Deep Learning – Building a Working Brain with 28 Lines of Code

After a long introduction to deep learning, it’s time to move on to the coding part. In this example, we have divided neural network construction into 13 steps. Prepare to witness a computer’s process of learning from mistakes and recognizing patterns. Here we go!

Attention: This article is the continuation of “ Deep Learning Overview ” and “ Deep Learning Overview – 2 ” articles. To understand the subject, you must first read these articles.

A Word on the Concepts of Matrix and Linear Algebra

In the code below you will see the word matrix. This is very important. The matrix is ​​like the engine of our car. Without matrices, a neural network can’t go anywhere.

A matrix is ​​a series of numbers. For an analogy, you can consider the Excel spreadsheet. Or imagine a database with many rows and columns. The first matrix you’ll encounter now contains data from our pet shop survey. Our matrix looks like this:

[1,0,1],

[0,1,1],

[0,0,1],

[1,1,1]

Think of each line as a customer. There are four customers in the matrix above. Each line contains three numbers. 1’s for yes and 0’s for no. In the previous section, we saw that the first customer’s answer was “Yes/No/Yes”. This is in the top row of our matrix. The first column was the first survey question of four customers, “Do you have a cat?” contains either answers (Customers two and three don’t have a cat, so it’s shown with a zero). Now let’s schematize the same matrix above to show a little more detail.

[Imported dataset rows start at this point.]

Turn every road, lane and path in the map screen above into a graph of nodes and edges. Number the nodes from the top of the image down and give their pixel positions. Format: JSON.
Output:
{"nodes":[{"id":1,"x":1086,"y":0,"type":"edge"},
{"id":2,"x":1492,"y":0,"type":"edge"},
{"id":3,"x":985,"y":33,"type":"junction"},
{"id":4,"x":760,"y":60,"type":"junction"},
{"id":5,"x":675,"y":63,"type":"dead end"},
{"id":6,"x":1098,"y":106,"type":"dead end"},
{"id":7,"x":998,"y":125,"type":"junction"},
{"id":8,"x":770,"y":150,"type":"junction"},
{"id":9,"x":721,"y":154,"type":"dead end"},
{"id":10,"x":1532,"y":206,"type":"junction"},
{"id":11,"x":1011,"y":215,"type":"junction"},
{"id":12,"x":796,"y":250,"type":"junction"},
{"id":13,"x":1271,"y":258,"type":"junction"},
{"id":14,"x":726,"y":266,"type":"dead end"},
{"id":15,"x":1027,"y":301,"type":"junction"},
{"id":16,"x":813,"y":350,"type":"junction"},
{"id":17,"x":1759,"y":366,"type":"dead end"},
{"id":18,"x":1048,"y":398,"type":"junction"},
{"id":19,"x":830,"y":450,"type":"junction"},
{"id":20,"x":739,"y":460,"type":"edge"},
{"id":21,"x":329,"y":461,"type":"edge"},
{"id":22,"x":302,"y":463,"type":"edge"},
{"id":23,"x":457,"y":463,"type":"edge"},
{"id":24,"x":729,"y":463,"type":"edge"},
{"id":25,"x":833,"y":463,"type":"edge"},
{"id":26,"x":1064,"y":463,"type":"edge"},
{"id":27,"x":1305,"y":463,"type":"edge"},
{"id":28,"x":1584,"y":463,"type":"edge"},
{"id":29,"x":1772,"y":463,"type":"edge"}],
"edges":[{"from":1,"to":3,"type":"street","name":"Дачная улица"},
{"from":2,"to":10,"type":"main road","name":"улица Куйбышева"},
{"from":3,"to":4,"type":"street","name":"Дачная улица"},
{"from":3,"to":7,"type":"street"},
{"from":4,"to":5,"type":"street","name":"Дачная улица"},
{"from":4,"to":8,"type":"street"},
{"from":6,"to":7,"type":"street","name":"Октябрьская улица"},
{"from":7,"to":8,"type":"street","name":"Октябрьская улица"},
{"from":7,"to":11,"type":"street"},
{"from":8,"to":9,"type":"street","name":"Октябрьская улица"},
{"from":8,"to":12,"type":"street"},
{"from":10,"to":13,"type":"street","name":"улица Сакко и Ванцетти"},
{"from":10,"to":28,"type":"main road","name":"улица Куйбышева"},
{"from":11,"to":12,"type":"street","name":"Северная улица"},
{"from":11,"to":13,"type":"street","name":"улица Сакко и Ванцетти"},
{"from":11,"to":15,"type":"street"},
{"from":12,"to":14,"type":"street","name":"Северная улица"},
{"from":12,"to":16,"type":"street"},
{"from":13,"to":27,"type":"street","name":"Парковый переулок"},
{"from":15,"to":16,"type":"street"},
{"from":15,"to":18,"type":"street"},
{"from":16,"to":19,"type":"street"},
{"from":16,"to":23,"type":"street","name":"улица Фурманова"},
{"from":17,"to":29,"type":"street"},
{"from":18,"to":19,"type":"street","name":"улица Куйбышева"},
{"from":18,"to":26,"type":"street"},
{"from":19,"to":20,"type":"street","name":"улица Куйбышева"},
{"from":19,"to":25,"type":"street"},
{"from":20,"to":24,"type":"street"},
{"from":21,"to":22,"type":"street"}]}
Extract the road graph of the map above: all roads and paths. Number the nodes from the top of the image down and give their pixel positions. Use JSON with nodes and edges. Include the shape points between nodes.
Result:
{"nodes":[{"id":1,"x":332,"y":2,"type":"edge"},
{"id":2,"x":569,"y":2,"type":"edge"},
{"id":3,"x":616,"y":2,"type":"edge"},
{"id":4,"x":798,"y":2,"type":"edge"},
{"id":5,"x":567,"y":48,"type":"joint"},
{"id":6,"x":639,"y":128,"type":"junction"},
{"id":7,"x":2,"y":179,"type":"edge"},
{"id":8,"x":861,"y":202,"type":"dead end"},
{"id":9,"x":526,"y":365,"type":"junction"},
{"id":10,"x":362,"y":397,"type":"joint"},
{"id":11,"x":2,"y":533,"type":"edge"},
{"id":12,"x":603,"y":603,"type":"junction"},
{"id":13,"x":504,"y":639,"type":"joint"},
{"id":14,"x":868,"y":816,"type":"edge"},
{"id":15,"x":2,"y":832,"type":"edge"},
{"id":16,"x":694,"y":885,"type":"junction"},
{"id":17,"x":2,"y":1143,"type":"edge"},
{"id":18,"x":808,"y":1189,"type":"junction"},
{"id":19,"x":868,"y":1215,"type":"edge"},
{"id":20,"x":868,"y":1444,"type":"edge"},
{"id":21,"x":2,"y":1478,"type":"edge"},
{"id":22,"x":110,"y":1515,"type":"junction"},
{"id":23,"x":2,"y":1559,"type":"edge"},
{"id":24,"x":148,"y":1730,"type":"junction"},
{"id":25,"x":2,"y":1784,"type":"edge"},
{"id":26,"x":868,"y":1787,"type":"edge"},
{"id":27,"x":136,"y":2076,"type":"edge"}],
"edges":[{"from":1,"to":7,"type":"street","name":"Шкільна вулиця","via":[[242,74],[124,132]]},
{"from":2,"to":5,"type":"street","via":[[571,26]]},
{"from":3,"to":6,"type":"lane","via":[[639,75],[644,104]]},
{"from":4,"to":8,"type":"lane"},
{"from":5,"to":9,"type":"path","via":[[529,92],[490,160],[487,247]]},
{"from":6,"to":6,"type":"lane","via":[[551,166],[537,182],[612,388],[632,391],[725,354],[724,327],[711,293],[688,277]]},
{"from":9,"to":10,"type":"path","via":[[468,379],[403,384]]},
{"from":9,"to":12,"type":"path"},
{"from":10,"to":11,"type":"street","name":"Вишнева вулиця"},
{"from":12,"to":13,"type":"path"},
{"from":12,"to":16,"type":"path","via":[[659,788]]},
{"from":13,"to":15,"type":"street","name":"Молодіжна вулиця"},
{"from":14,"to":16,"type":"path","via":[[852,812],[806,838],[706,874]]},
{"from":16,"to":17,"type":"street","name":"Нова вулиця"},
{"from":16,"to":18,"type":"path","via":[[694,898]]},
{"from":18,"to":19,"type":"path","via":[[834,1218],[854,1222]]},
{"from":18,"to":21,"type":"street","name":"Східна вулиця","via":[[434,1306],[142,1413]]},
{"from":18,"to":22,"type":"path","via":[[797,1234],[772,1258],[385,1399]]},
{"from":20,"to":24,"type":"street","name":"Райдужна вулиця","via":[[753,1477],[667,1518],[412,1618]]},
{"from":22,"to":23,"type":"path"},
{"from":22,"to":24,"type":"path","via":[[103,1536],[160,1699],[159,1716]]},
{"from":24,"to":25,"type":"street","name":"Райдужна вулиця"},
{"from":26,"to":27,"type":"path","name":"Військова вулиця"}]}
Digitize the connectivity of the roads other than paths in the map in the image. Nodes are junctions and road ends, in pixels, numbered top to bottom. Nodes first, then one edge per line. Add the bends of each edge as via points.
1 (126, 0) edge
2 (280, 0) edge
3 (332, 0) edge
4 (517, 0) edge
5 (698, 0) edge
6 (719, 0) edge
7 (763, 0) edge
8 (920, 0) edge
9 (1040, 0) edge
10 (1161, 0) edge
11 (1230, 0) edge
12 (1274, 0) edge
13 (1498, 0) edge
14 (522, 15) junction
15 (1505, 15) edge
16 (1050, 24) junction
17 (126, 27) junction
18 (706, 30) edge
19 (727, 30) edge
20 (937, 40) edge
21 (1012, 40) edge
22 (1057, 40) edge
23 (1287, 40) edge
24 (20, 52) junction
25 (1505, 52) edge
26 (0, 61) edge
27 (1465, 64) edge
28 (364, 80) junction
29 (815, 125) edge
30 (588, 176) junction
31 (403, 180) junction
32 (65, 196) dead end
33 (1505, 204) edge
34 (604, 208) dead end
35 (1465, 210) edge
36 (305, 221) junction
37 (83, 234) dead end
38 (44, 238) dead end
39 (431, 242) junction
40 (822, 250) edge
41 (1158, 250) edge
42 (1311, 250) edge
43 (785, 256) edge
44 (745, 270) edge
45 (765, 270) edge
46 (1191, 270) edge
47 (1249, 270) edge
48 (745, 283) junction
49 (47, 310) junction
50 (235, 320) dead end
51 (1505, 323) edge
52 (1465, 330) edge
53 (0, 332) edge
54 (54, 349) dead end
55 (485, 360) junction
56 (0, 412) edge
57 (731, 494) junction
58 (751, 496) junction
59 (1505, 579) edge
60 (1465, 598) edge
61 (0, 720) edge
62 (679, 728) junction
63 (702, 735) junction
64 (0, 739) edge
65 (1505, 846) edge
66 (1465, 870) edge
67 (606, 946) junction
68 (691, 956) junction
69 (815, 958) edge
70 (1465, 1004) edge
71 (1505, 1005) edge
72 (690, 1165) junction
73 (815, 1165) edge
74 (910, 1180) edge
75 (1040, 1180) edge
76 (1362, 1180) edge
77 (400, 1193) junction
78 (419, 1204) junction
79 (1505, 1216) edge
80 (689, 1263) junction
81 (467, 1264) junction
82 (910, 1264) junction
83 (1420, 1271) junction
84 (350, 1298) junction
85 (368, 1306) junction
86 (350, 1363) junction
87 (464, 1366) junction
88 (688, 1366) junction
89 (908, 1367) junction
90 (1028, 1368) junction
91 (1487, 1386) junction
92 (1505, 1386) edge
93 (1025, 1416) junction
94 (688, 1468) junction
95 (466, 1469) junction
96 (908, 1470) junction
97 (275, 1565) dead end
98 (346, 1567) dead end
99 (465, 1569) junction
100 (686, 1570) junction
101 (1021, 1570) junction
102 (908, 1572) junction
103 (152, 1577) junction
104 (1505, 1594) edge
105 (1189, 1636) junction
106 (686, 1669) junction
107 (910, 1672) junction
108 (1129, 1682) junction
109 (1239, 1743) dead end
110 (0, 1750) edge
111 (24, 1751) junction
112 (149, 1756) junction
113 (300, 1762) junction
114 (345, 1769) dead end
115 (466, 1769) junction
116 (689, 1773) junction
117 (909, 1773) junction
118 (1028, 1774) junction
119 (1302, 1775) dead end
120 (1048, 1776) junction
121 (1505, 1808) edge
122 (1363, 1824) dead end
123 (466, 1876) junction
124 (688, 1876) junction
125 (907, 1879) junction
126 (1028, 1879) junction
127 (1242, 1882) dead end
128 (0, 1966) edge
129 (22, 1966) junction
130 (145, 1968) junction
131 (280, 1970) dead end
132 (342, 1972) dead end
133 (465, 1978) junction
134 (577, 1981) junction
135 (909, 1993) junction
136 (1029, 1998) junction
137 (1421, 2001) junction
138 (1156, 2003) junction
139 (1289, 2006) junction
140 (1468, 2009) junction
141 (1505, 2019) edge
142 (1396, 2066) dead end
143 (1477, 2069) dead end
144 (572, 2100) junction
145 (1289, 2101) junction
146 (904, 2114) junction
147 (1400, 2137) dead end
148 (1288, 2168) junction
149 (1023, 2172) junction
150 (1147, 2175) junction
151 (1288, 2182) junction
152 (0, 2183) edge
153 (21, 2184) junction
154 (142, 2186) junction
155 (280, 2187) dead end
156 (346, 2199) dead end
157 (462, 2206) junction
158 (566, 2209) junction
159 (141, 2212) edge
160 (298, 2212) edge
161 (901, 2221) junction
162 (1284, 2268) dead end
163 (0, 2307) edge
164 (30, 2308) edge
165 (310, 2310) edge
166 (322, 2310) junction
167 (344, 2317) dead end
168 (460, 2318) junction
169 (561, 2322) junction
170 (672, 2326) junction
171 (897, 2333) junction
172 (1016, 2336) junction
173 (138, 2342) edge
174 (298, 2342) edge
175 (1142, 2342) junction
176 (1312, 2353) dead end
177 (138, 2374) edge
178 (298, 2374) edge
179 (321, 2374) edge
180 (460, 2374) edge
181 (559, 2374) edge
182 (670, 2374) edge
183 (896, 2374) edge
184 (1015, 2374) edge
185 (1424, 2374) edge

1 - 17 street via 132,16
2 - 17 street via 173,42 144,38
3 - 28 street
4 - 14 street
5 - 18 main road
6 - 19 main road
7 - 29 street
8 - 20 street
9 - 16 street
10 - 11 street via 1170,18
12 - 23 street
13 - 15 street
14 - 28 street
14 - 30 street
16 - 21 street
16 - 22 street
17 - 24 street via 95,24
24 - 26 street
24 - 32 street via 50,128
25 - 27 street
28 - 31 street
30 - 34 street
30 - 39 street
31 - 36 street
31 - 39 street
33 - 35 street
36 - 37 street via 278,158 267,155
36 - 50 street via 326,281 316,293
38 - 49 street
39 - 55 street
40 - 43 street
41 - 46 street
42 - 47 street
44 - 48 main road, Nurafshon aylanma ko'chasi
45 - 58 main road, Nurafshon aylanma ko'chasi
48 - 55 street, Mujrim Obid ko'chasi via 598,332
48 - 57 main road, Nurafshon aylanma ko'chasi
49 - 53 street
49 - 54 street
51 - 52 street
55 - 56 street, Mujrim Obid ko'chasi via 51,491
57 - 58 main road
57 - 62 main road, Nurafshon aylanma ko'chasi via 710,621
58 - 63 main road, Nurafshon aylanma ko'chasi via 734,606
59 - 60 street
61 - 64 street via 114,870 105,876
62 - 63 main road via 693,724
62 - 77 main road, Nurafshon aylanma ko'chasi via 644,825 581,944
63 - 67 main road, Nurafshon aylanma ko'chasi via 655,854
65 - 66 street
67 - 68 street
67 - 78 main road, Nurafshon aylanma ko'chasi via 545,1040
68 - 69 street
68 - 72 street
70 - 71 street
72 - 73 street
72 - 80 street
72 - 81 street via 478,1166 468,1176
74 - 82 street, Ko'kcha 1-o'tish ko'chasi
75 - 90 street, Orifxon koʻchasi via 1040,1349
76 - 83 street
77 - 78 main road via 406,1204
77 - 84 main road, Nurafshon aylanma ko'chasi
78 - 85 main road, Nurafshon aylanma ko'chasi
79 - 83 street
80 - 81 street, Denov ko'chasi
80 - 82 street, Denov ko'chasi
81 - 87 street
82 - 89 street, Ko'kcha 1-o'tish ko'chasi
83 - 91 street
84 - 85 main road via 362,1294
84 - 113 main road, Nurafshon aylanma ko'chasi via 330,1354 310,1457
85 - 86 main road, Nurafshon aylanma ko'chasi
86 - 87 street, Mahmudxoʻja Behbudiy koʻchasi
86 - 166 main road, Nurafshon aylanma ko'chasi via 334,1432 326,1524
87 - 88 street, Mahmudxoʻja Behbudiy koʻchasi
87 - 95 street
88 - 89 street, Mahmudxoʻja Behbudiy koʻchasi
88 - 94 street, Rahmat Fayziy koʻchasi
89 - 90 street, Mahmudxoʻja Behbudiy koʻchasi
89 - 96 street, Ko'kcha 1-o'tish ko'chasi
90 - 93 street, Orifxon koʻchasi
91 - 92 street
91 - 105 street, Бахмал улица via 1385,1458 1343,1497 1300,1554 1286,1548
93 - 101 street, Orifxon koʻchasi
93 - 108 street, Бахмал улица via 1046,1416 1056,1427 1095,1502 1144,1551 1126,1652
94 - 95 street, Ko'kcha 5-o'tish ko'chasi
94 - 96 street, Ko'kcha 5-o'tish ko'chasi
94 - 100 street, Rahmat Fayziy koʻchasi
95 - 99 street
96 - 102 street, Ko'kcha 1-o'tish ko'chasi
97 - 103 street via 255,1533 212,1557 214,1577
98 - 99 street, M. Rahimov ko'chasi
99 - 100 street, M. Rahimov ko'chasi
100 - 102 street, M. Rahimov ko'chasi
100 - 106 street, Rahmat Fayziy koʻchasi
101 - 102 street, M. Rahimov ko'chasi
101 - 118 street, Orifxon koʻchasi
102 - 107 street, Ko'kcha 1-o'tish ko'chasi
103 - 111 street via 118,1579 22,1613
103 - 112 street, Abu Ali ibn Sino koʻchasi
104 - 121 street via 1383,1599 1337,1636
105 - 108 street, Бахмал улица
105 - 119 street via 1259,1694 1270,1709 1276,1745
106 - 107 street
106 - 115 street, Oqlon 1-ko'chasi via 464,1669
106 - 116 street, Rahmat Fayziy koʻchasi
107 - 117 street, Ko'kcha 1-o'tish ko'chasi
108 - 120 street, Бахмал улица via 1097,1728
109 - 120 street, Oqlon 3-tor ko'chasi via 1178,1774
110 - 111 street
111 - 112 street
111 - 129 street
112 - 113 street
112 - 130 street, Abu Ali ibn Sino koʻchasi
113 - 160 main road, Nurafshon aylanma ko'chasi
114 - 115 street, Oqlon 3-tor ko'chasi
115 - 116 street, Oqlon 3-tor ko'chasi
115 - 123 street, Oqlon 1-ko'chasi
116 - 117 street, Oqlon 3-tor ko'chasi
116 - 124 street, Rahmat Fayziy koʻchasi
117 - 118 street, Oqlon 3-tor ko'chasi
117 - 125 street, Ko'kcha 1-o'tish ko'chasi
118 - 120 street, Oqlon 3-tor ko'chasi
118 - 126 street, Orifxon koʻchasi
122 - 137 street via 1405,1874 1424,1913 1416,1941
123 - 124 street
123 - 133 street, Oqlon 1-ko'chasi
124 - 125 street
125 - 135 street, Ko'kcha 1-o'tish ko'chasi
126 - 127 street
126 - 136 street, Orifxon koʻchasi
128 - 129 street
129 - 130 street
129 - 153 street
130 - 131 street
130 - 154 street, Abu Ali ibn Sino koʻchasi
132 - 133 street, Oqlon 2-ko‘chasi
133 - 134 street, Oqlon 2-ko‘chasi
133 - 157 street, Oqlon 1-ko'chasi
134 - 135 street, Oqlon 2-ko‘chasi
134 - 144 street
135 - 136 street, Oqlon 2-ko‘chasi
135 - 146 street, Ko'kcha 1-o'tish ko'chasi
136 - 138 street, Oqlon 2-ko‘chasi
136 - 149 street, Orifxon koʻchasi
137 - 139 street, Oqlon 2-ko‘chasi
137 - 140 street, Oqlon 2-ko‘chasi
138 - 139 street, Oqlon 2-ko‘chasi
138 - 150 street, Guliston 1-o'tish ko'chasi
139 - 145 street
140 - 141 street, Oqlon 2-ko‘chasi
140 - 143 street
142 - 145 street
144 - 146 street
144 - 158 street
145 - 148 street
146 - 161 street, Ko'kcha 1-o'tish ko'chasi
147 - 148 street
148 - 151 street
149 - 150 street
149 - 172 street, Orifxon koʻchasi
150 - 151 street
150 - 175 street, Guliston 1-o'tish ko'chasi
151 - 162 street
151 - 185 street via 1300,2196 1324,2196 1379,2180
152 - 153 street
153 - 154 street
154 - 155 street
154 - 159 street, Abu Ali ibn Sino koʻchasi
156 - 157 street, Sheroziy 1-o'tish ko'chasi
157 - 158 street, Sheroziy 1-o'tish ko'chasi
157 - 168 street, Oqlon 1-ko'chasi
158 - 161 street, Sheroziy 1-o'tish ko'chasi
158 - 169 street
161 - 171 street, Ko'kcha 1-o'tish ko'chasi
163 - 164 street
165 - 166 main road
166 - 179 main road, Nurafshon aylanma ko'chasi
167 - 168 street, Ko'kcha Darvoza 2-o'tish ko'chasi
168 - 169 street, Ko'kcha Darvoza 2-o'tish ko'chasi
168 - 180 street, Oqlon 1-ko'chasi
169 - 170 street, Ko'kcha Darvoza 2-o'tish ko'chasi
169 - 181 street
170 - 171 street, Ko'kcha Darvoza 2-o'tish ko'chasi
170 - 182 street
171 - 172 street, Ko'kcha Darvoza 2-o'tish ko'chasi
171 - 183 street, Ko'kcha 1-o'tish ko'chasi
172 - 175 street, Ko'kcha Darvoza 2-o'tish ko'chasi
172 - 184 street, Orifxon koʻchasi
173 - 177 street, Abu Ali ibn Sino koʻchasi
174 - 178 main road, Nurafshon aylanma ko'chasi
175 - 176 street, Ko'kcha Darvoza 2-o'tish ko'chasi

I hope the diagram above helped to understand the relationship between customer rows and attribute columns. We need to see the matrix as both. Let’s break it down now:

In our matrix, a customer’s data is represented by a row of three. In the neural network diagram, which includes circular neurons connected to each other by linear synapses, the input layer consists of three circular “neurons”. Here it is important to know that each neuron does not represent a customer – a row of data. Instead, each neuron represents a feature – a column of data. Thus, within a neuron, we have the answers that all customers give to the same question (for example, “do you have a cat?”). Since we are only showing four customers, we see four 1s and 0s corresponding to that question in the figure above. But if we were to chart 1,000,000 customers, the top neuron would ask each customer “do you have a cat?” The one million 1’s and 0’s he gave to the question would contain his answers.

I hope it has become clearer why we need matrices. Because we have multiple customers. We described four clients in our neural network below, so we needed four ordinal numbers.

Because we have multiple survey questions in our network, we needed a column corresponding to each question (or feature). The fourth question will appear in a different matrix. We’ll talk about this part later.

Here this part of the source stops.